His big new asylum ruling is extremely bad news for parents separated from their children at the border, too.
Tens of thousands of people who are currently waiting for their asylum cases in the US to be resolved — or waiting for their chance to apply — just got the door all but slammed on them.
Attorney General Jeff Sessions issued a ruling Monday in an immigration case, Matter of A- B-, that will make it hard or even impossible for Central Americans fleeing gang violence in their home countries, and women fleeing domestic violence, to get asylum in the US — or even be allowed to stay in the US to seek asylum instead of being summarily deported.
“Generally, claims by aliens pertaining to domestic violence or gang violence perpetrated by non-governmental actors will not qualify for asylum,” Sessions declared. Immigration judges and asylum officers need to tighten the standards of qualifying for asylum — or even being allowed to stay to present a case — accordingly.
Sessions referred the case to himself from the Board of Immigration Appeals, the quasi-appellate body of immigration courts run out of the Department of Justice, which means Sessions’s word is now law.
The ruling doesn’t flat-out say that an immigrant can’t be granted asylum on the basis of having faced domestic violence or gang violence in her home country. But it makes it clear that, to the federal government, suffering either of those things — or having a credible fear that you might suffer them if returned — isn’t enough to count as persecution and allow you to stay in the United States.
Sessions is using his traditional, but rarely used, powers of self-referral to reshape the way that immigration courts work. The new ruling will have an immediate impact on tens of thousands of cases currently in the pipeline.
It could even trap some of the families separated in the last few weeks by the Trump administration’s new “zero-tolerance” border policy — depriving the parents of any way to stay in the country, and drastically reducing their chances of relocating their children before they’re deported.
This is about the difference between the common-sense idea of asylum and the legal definition of the term
Because the fundamental principle of asylum is safety — that people endangered by persecution in their home countries should be able to find safety in the countries to which they flee — it might seem like common sense that victims of violence in other countries ought to qualify for asylum in the US, to protect them from danger.
But in both US and international law, persecution doesn’t just mean danger. It means danger based on one of five specific characteristics: race, religion, nationality, political opinion, or membership in a “particular social group.” An asylum seeker who is definitely in danger, but for some other reason, is technically out of luck.
”Particular social group” is the only characteristic that doesn’t have an obvious definition. So a lot of US asylum law has been dedicated to figuring out what, exactly, counts as a particular social group — and how to define it so that it encompasses groups who are persecuted in similar ways to religious or ethnic minorities, without being so broad that it makes “persecution” refer to any personal vendetta an immigrant might be leaving behind.
For several years, courts — not only immigration judges and the Board of Immigration Appeals, but also federal circuit courts — have been trying to hash out where victims of gang violence fit into this schema.
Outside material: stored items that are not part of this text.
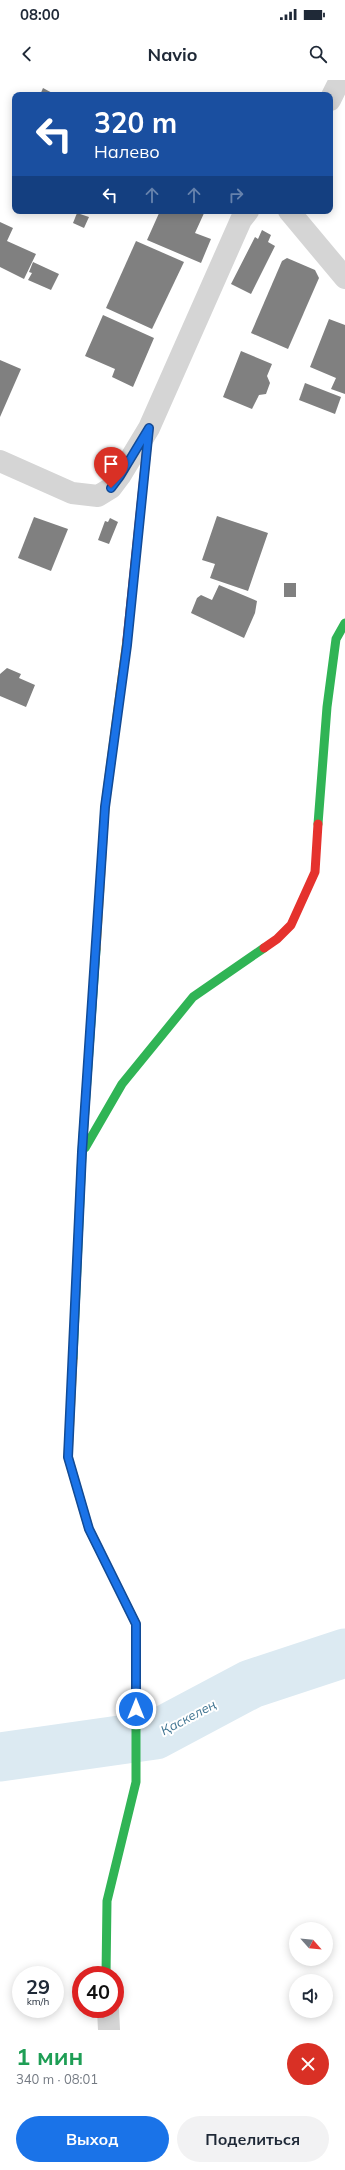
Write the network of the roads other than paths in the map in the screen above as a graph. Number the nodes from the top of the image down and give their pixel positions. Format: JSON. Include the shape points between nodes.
{"nodes":[{"id":1,"x":340,"y":80,"type":"edge"},
{"id":2,"x":333,"y":94,"type":"edge"},
{"id":3,"x":246,"y":214,"type":"edge"},
{"id":4,"x":292,"y":214,"type":"edge"},
{"id":5,"x":345,"y":278,"type":"edge"},
{"id":6,"x":149,"y":428,"type":"junction"},
{"id":7,"x":0,"y":461,"type":"edge"},
{"id":8,"x":345,"y":623,"type":"edge"},
{"id":9,"x":82,"y":1152,"type":"junction"},
{"id":10,"x":106,"y":1966,"type":"edge"},
{"id":11,"x":108,"y":2018,"type":"edge"},
{"id":12,"x":109,"y":2030,"type":"edge"}],
"edges":[{"from":1,"to":2,"type":"street"},
{"from":3,"to":6,"type":"street"},
{"from":4,"to":5,"type":"street"},
{"from":6,"to":7,"type":"street","via":[[111,488],[98,496],[72,494]]},
{"from":6,"to":9,"type":"street","via":[[127,645],[105,807]]},
{"from":8,"to":9,"type":"street","via":[[336,639],[328,699],[315,872],[291,925],[277,939],[193,997],[122,1084]]},
{"from":9,"to":10,"type":"street","via":[[68,1457],[89,1529],[136,1624],[136,1782],[108,1901]]},
{"from":11,"to":12,"type":"street"}]}
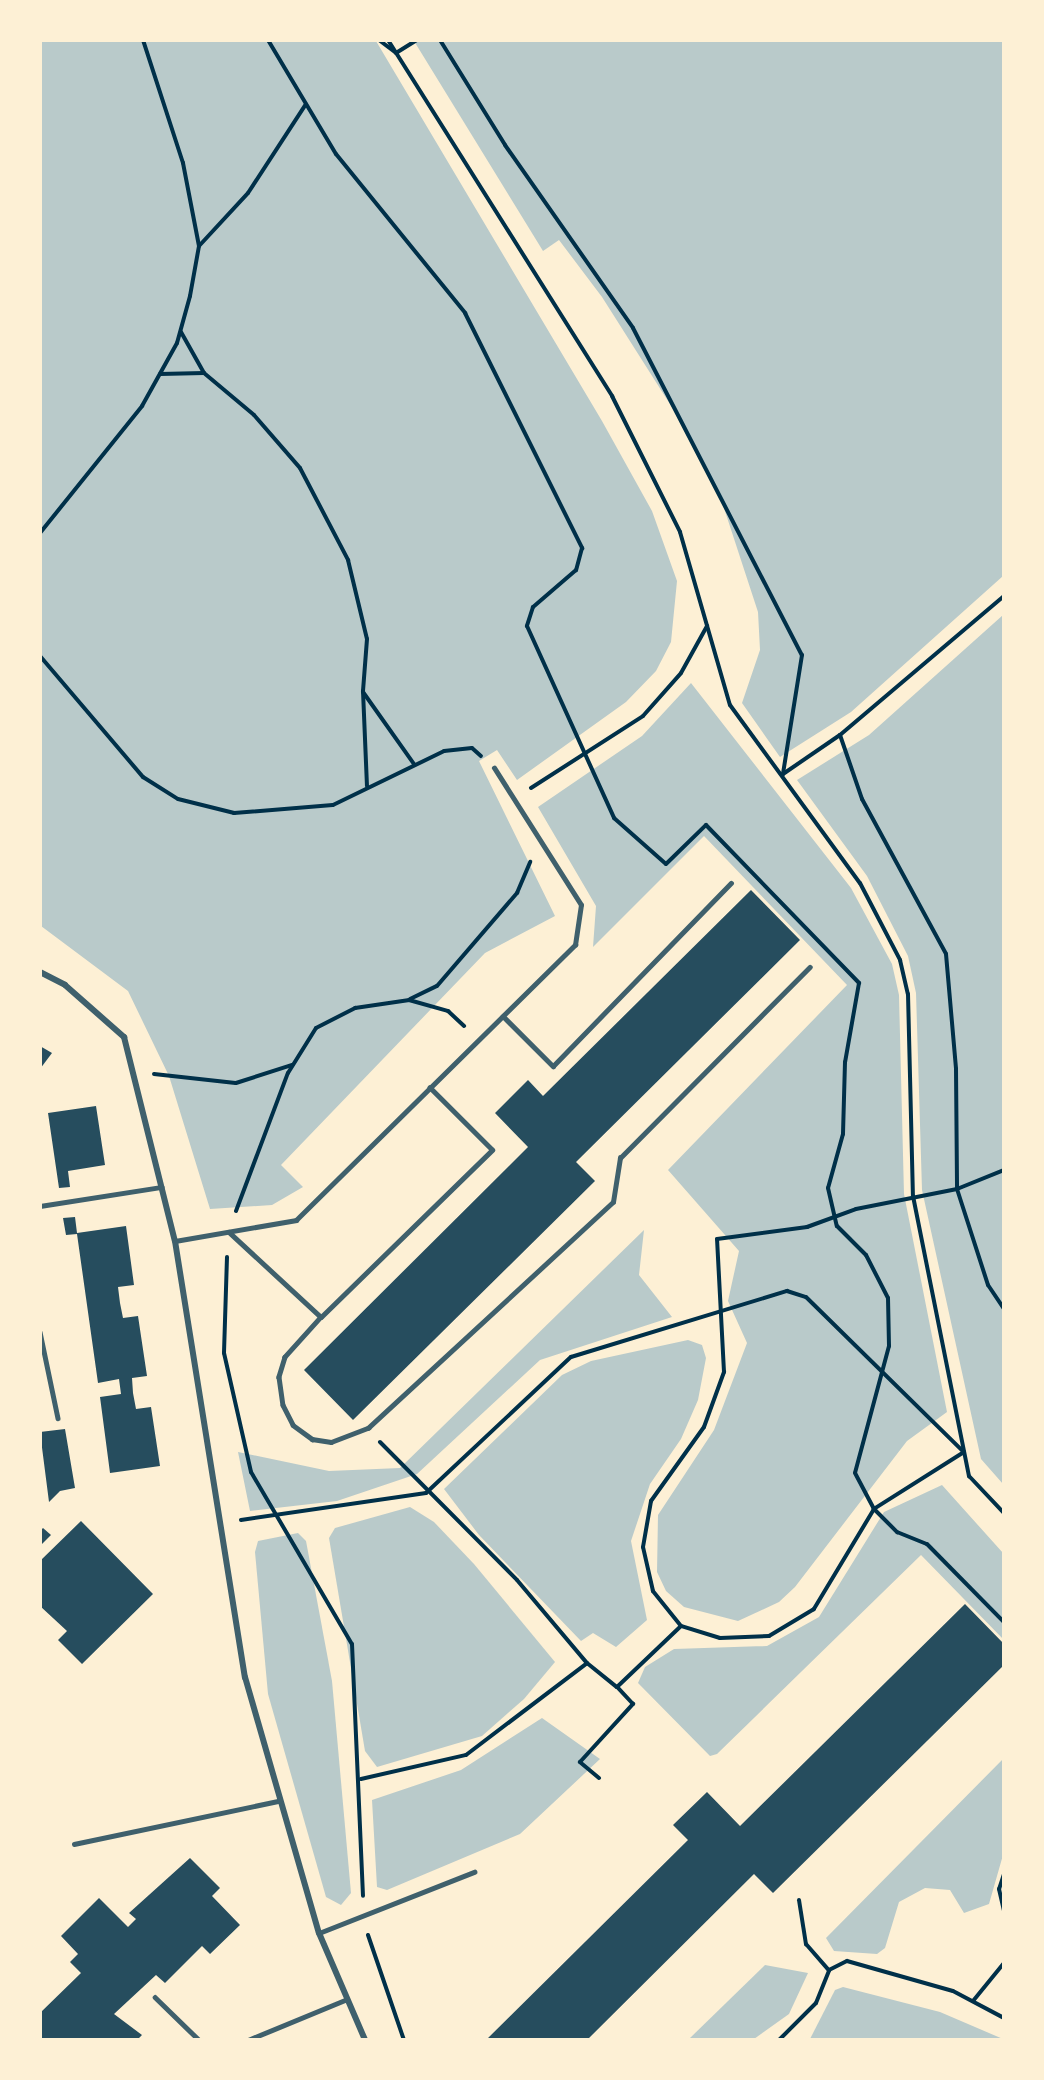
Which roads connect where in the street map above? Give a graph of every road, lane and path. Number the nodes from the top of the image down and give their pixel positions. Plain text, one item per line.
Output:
1 (144, 40) edge
2 (268, 40) edge
3 (379, 40) edge
4 (388, 40) edge
5 (417, 40) edge
6 (440, 40) edge
7 (396, 53) junction
8 (306, 104) junction
9 (199, 246) junction
10 (180, 332) junction
11 (204, 373) junction
12 (159, 374) junction
13 (40, 533) edge
14 (1004, 596) edge
15 (707, 626) junction
16 (40, 656) edge
17 (363, 691) junction
18 (840, 735) junction
19 (585, 753) junction
20 (414, 764) junction
21 (494, 768) joint
22 (783, 775) junction
23 (367, 786) junction
24 (514, 797) junction
25 (540, 838) junction
26 (731, 883) dead end
27 (810, 967) dead end
28 (40, 972) edge
29 (409, 1000) junction
30 (503, 1016) junction
31 (479, 1040) junction
32 (293, 1065) junction
33 (132, 1072) junction
34 (430, 1088) junction
35 (1004, 1170) edge
36 (162, 1187) junction
37 (957, 1189) junction
38 (913, 1196) junction
39 (40, 1206) edge
40 (834, 1217) junction
41 (229, 1232) junction
42 (175, 1241) junction
43 (1004, 1309) edge
44 (718, 1313) junction
45 (321, 1317) junction
46 (40, 1332) edge
47 (882, 1375) junction
48 (58, 1418) dead end
49 (368, 1428) junction
50 (964, 1452) junction
51 (426, 1492) junction
52 (874, 1509) junction
53 (1004, 1513) edge
54 (274, 1516) junction
55 (217, 1523) junction
56 (1004, 1622) edge
57 (681, 1626) junction
58 (587, 1663) junction
59 (617, 1687) junction
60 (599, 1778) dead end
61 (361, 1779) junction
62 (278, 1801) junction
63 (74, 1844) dead end
64 (474, 1872) dead end
65 (1004, 1874) edge
66 (799, 1900) dead end
67 (1004, 1910) edge
68 (363, 1915) junction
69 (320, 1933) junction
70 (1004, 1963) edge
71 (829, 1970) junction
72 (155, 1997) dead end
73 (345, 2000) junction
74 (973, 2001) junction
75 (1004, 2018) edge
76 (199, 2040) edge
77 (248, 2040) edge
78 (365, 2040) edge
79 (404, 2040) edge
80 (778, 2040) edge

1 - 9 path
2 - 8 path
3 - 7 path
4 - 7 path
5 - 7 path
6 - 22 path
7 - 15 path
8 - 9 path
8 - 19 path
9 - 10 path
10 - 11 path
10 - 12 path
11 - 12 path
11 - 17 path
12 - 13 path
14 - 18 path
15 - 19 path
15 - 22 path
16 - 23 path
17 - 20 path
17 - 23 path
18 - 22 path
18 - 37 path
19 - 24 path
19 - 40 path
20 - 21 path
20 - 23 path
21 - 24 lane
22 - 38 path
24 - 25 lane
25 - 29 path
25 - 30 lane
26 - 30 lane
27 - 49 lane
28 - 33 street
29 - 31 path
29 - 32 path
30 - 31 lane
31 - 34 lane
32 - 33 path
32 - 41 path
33 - 36 street
34 - 41 lane
34 - 45 lane
35 - 37 path
36 - 39 lane
36 - 42 street
37 - 38 path
37 - 43 path
38 - 40 path
38 - 50 path
40 - 44 path
40 - 47 path
41 - 42 lane
41 - 45 lane
41 - 54 path
42 - 55 street
44 - 47 path
44 - 51 path
44 - 57 path
45 - 49 lane
46 - 48 lane
47 - 50 path
47 - 52 path
49 - 51 path
50 - 52 path
50 - 53 path
51 - 54 path
51 - 58 path
52 - 56 path
52 - 57 path
54 - 55 path
54 - 61 path
55 - 62 street
57 - 59 path
58 - 59 path
58 - 61 path
59 - 60 path
61 - 68 path
62 - 63 lane
62 - 69 street
64 - 68 lane
65 - 67 path
66 - 71 path
68 - 69 lane
68 - 79 path
69 - 73 street
70 - 74 path
71 - 74 path
71 - 80 path
72 - 76 lane
73 - 77 lane
73 - 78 street
74 - 75 path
Some Central American teenagers have claimed they qualify for asylum because any teenage boy not in a gang is likely to be targeted by one — or that they’re women of a certain age likely to be targeted by gangs for sexual violence.
And because there’s been disagreement between courts about when that counts as a basis for an asylum claim, people who arrive in the US and ask for asylum because they have a specific reason to worry they’re targeted by gangs tend to pass their initial interviews and be allowed to stay in the US to prove their claim.